:: WHAT YOU ARE ASKED TO DO ::
Find and copy each line of the data that includes "улица".

:: DATA ::
════

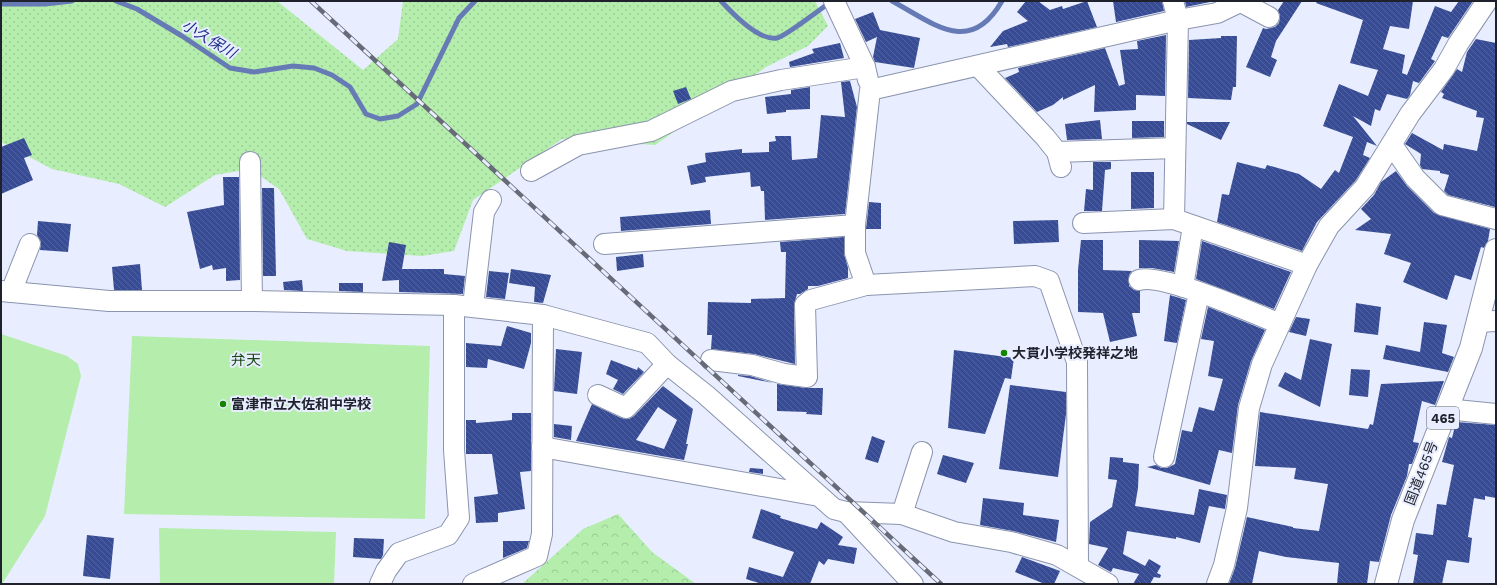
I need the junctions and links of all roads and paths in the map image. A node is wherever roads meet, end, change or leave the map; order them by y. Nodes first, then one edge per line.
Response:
1 (1173, 1) edge
2 (1488, 1) edge
3 (1242, 2) edge
4 (836, 6) edge
5 (1269, 17) dead end
6 (1178, 20) junction
7 (978, 66) junction
8 (865, 67) junction
9 (870, 90) junction
10 (1392, 145) junction
11 (1175, 148) junction
12 (250, 162) dead end
13 (531, 171) dead end
14 (491, 200) dead end
15 (1174, 219) junction
16 (1496, 219) edge
17 (1083, 223) dead end
18 (855, 225) junction
19 (1193, 226) junction
20 (30, 244) dead end
21 (604, 244) dead end
22 (1496, 250) edge
23 (1307, 265) junction
24 (1139, 280) dead end
25 (866, 285) junction
26 (1191, 290) junction
27 (6, 292) edge
28 (252, 301) junction
29 (463, 305) junction
30 (543, 315) junction
31 (1487, 321) edge
32 (1280, 324) junction
33 (711, 360) dead end
34 (667, 364) junction
35 (598, 395) dead end
36 (1446, 410) junction
37 (1496, 414) edge
38 (542, 447) junction
39 (922, 452) dead end
40 (1164, 457) dead end
41 (819, 496) junction
42 (846, 512) junction
43 (902, 514) junction
44 (1078, 566) junction
45 (380, 584) edge
46 (473, 584) edge
47 (913, 584) edge
48 (1108, 584) edge
49 (1217, 584) edge
50 (1386, 584) edge

1 - 6 street
2 - 10 street
3 - 5 street
3 - 6 street
4 - 8 street
6 - 7 street
6 - 11 street
7 - 9 street
7 - 11 street
8 - 9 street
8 - 13 street
9 - 18 street
10 - 16 street
10 - 23 street
11 - 15 street
12 - 28 street
14 - 29 street
15 - 17 street
15 - 19 street
18 - 21 street
18 - 25 street
19 - 23 street
19 - 26 street
20 - 27 street
22 - 31 highway, 国道465号 / 465
23 - 32 street
24 - 26 street
25 - 33 street
25 - 44 street
26 - 32 street
26 - 40 street
27 - 28 street
28 - 29 street
29 - 30 street
29 - 45 street
30 - 34 street
30 - 38 street
31 - 36 highway, 国道465号 / 465
32 - 49 street
34 - 35 street
34 - 41 street
36 - 37 street
36 - 50 highway, 国道465号 / 465
38 - 41 street
38 - 46 street
39 - 43 street
41 - 42 street
42 - 43 street
42 - 47 street
43 - 44 street
44 - 48 street

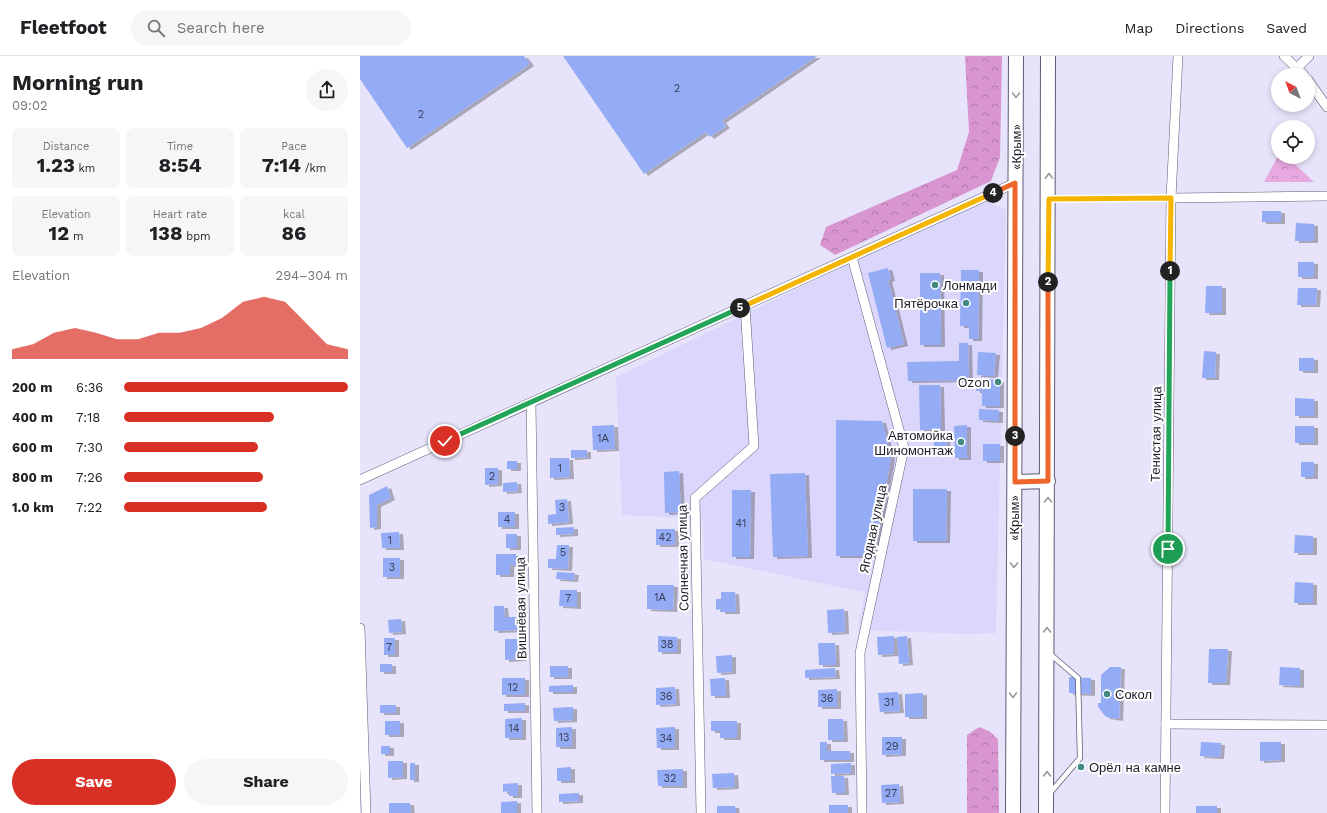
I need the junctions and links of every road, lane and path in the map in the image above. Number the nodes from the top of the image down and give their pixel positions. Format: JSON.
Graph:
{"nodes":[{"id":1,"x":1016,"y":56,"type":"edge"},
{"id":2,"x":1048,"y":56,"type":"edge"},
{"id":3,"x":1178,"y":56,"type":"edge"},
{"id":4,"x":1284,"y":56,"type":"edge"},
{"id":5,"x":1309,"y":56,"type":"edge"},
{"id":6,"x":1297,"y":68,"type":"joint"},
{"id":7,"x":1315,"y":90,"type":"edge"},
{"id":8,"x":1327,"y":106,"type":"edge"},
{"id":9,"x":1015,"y":183,"type":"junction"},
{"id":10,"x":1327,"y":196,"type":"edge"},
{"id":11,"x":1171,"y":198,"type":"junction"},
{"id":12,"x":1049,"y":199,"type":"junction"},
{"id":13,"x":852,"y":257,"type":"junction"},
{"id":14,"x":745,"y":306,"type":"junction"},
{"id":15,"x":531,"y":402,"type":"junction"},
{"id":16,"x":360,"y":480,"type":"edge"},
{"id":17,"x":1048,"y":481,"type":"junction"},
{"id":18,"x":1015,"y":482,"type":"junction"},
{"id":19,"x":360,"y":628,"type":"edge"},
{"id":20,"x":1047,"y":652,"type":"junction"},
{"id":21,"x":1166,"y":724,"type":"junction"},
{"id":22,"x":1327,"y":725,"type":"edge"},
{"id":23,"x":1046,"y":797,"type":"junction"},
{"id":24,"x":366,"y":813,"type":"edge"},
{"id":25,"x":537,"y":813,"type":"edge"},
{"id":26,"x":701,"y":813,"type":"edge"},
{"id":27,"x":862,"y":813,"type":"edge"},
{"id":28,"x":1013,"y":813,"type":"edge"},
{"id":29,"x":1046,"y":813,"type":"edge"},
{"id":30,"x":1165,"y":813,"type":"edge"}],
"edges":[{"from":1,"to":9,"type":"main road","name":"«Крым»","one_way":true},
{"from":12,"to":2,"type":"main road","one_way":true},
{"from":3,"to":11,"type":"street","name":"Тенистая улица"},
{"from":4,"to":6,"type":"street"},
{"from":5,"to":6,"type":"street"},
{"from":7,"to":8,"type":"street"},
{"from":9,"to":13,"type":"street"},
{"from":9,"to":18,"type":"main road","name":"«Крым»"},
{"from":10,"to":11,"type":"street"},
{"from":11,"to":12,"type":"lane"},
{"from":11,"to":21,"type":"street","name":"Тенистая улица"},
{"from":12,"to":17,"type":"main road"},
{"from":13,"to":14,"type":"street"},
{"from":13,"to":27,"type":"street","name":"Ягодная улица"},
{"from":14,"to":15,"type":"street"},
{"from":14,"to":26,"type":"street","name":"Солнечная улица"},
{"from":15,"to":16,"type":"street"},
{"from":15,"to":25,"type":"street","name":"Вишнёвая улица"},
{"from":17,"to":18,"type":"main road"},
{"from":20,"to":17,"type":"main road","one_way":true},
{"from":18,"to":28,"type":"main road","name":"«Крым»","one_way":true},
{"from":19,"to":24,"type":"street"},
{"from":23,"to":20,"type":"main road","one_way":true},
{"from":20,"to":23,"type":"lane"},
{"from":21,"to":22,"type":"street"},
{"from":21,"to":30,"type":"street","name":"Тенистая улица"},
{"from":23,"to":29,"type":"main road"}]}
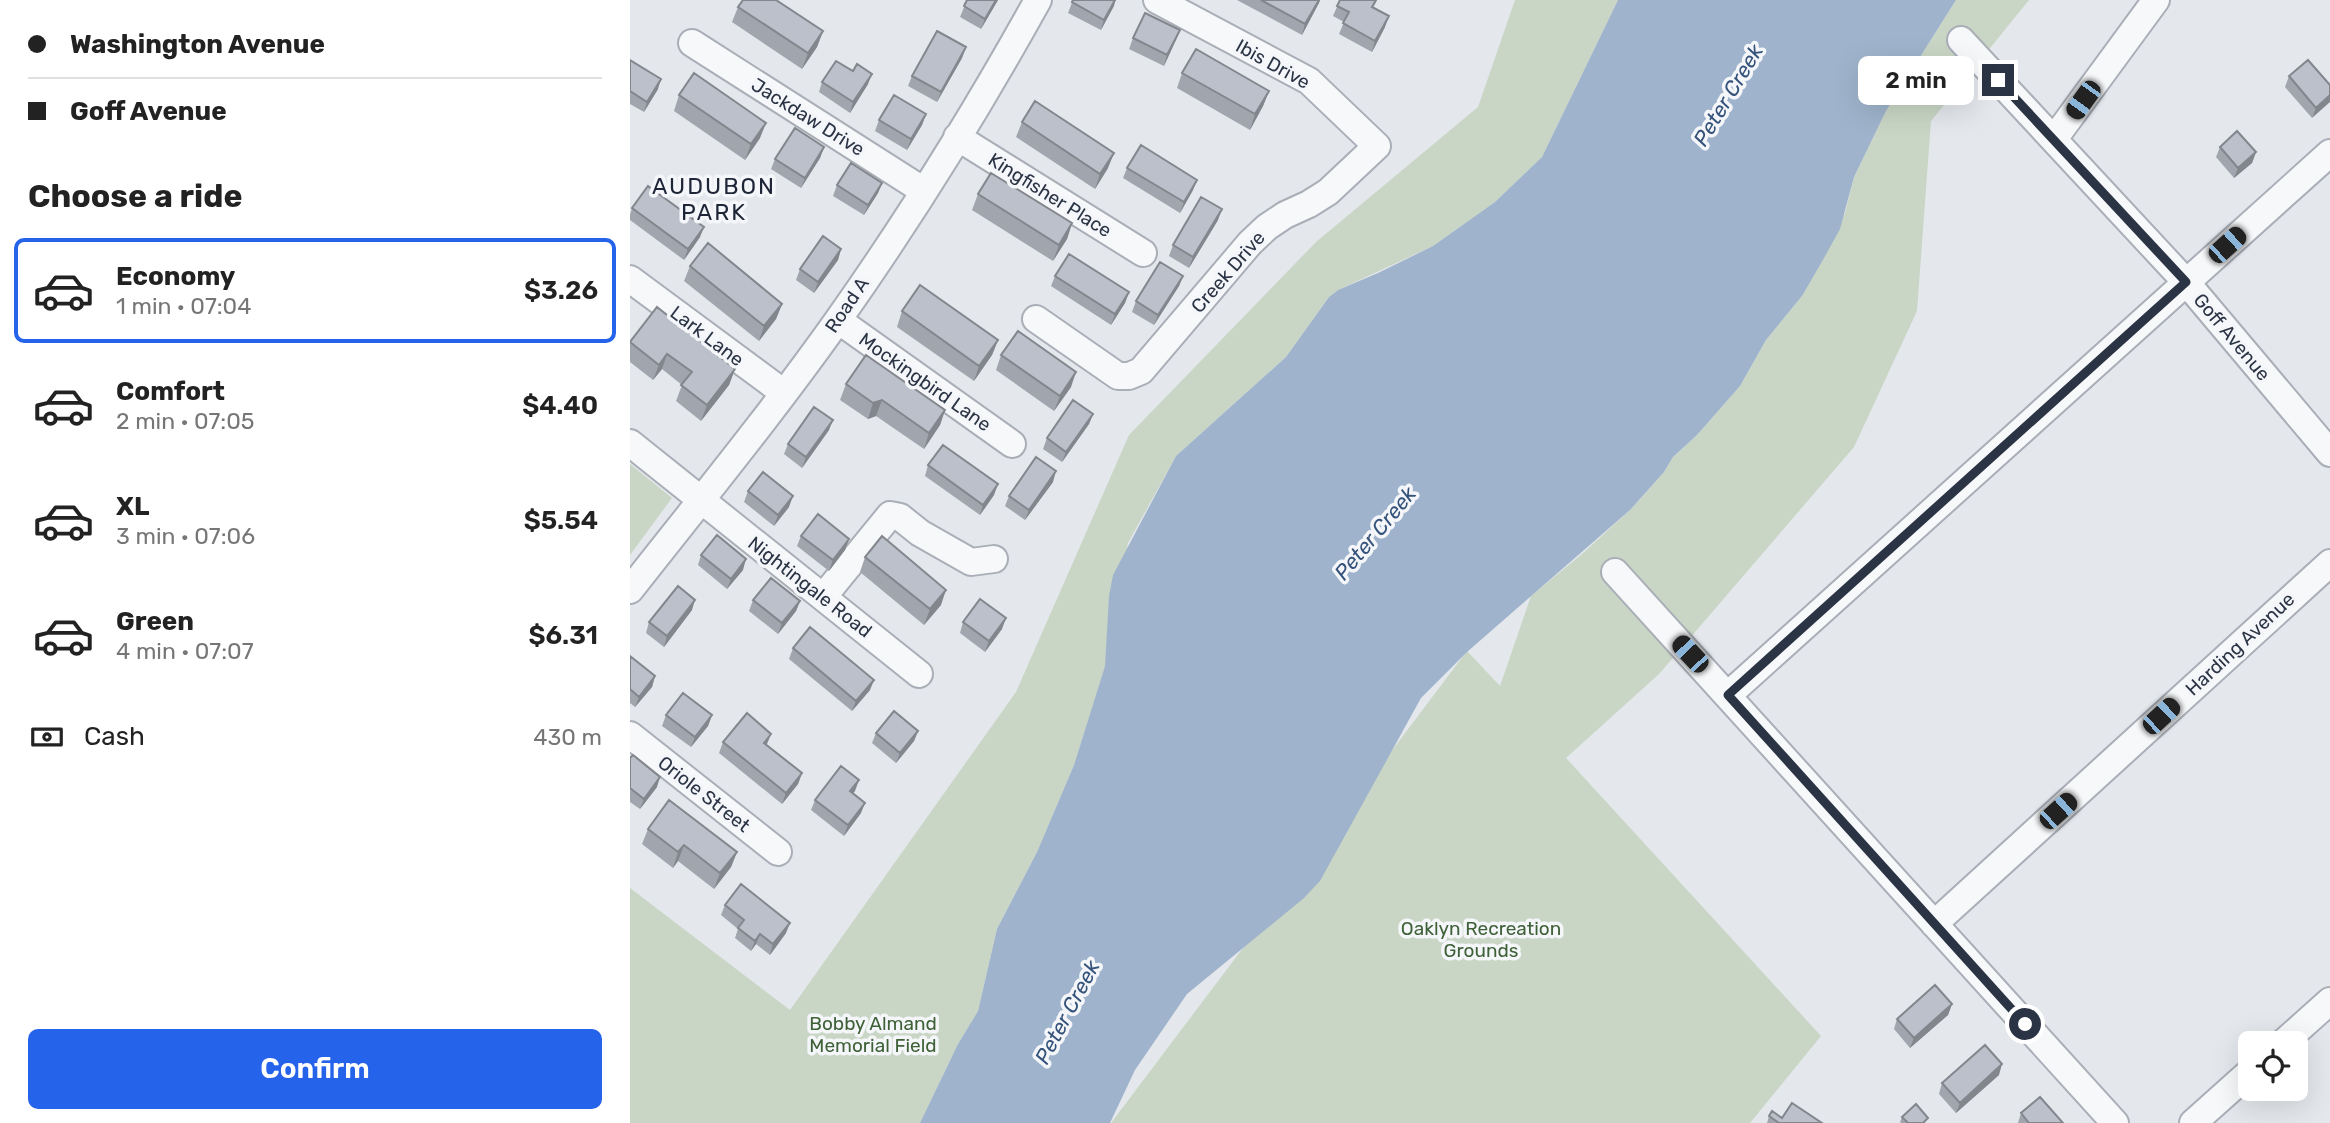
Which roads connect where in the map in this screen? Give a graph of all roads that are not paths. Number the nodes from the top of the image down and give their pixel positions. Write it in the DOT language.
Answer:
graph roads {
  1 [pos="1038,0"];
  2 [pos="1157,0"];
  3 [pos="2156,0"];
  4 [pos="1961,40"];
  5 [pos="692,43"];
  6 [pos="957,137"];
  7 [pos="2054,139"];
  8 [pos="1377,146"];
  9 [pos="2330,153"];
  10 [pos="923,191"];
  11 [pos="1143,253"];
  12 [pos="630,279"];
  13 [pos="2186,282"];
  14 [pos="1036,319"];
  15 [pos="838,320"];
  16 [pos="784,393"];
  17 [pos="630,443"];
  18 [pos="1012,444"];
  19 [pos="2330,453"];
  20 [pos="701,501"];
  21 [pos="994,559"];
  22 [pos="2330,563"];
  23 [pos="1615,572"];
  24 [pos="630,590"];
  25 [pos="823,597"];
  26 [pos="919,674"];
  27 [pos="1728,695"];
  28 [pos="630,735"];
  29 [pos="778,852"];
  30 [pos="1934,924"];
  31 [pos="2330,1001"];
  32 [pos="2296,1031"];
  33 [pos="2238,1083"];
  34 [pos="2115,1123"];
  35 [pos="2193,1123"];
  1 -- 6 [label="street, Road A"];
  2 -- 8 [label="street, Ibis Drive"];
  3 -- 7 [label="street"];
  4 -- 7 [label="street, Goff Avenue"];
  5 -- 10 [label="street, Jackdaw Drive"];
  6 -- 10 [label="street, Road A"];
  6 -- 11 [label="street, Kingfisher Place"];
  7 -- 13 [label="street, Goff Avenue"];
  8 -- 14 [label="street, Creek Drive"];
  9 -- 13 [label="street"];
  10 -- 15 [label="street, Road A"];
  12 -- 16 [label="street, Lark Lane"];
  13 -- 19 [label="street, Goff Avenue"];
  13 -- 27 [label="street"];
  15 -- 16 [label="street, Road A"];
  15 -- 18 [label="street, Mockingbird Lane"];
  16 -- 20 [label="street, Road A"];
  17 -- 20 [label="street, Nightingale Road"];
  20 -- 24 [label="street, Road A"];
  20 -- 25 [label="street, Nightingale Road"];
  21 -- 25 [label="street"];
  22 -- 30 [label="street, Harding Avenue"];
  23 -- 27 [label="street"];
  25 -- 26 [label="street, Nightingale Road"];
  27 -- 30 [label="street"];
  28 -- 29 [label="street, Oriole Street"];
  30 -- 34 [label="street"];
  31 -- 32 [label="street"];
  33 -- 35 [label="street"];
}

════

:: EXERCISE SOLUTION ::
{"from":3,"to":11,"type":"street","name":"Тенистая улица"},
{"from":11,"to":21,"type":"street","name":"Тенистая улица"},
{"from":13,"to":27,"type":"street","name":"Ягодная улица"},
{"from":14,"to":26,"type":"street","name":"Солнечная улица"},
{"from":15,"to":25,"type":"street","name":"Вишнёвая улица"},
{"from":21,"to":30,"type":"street","name":"Тенистая улица"},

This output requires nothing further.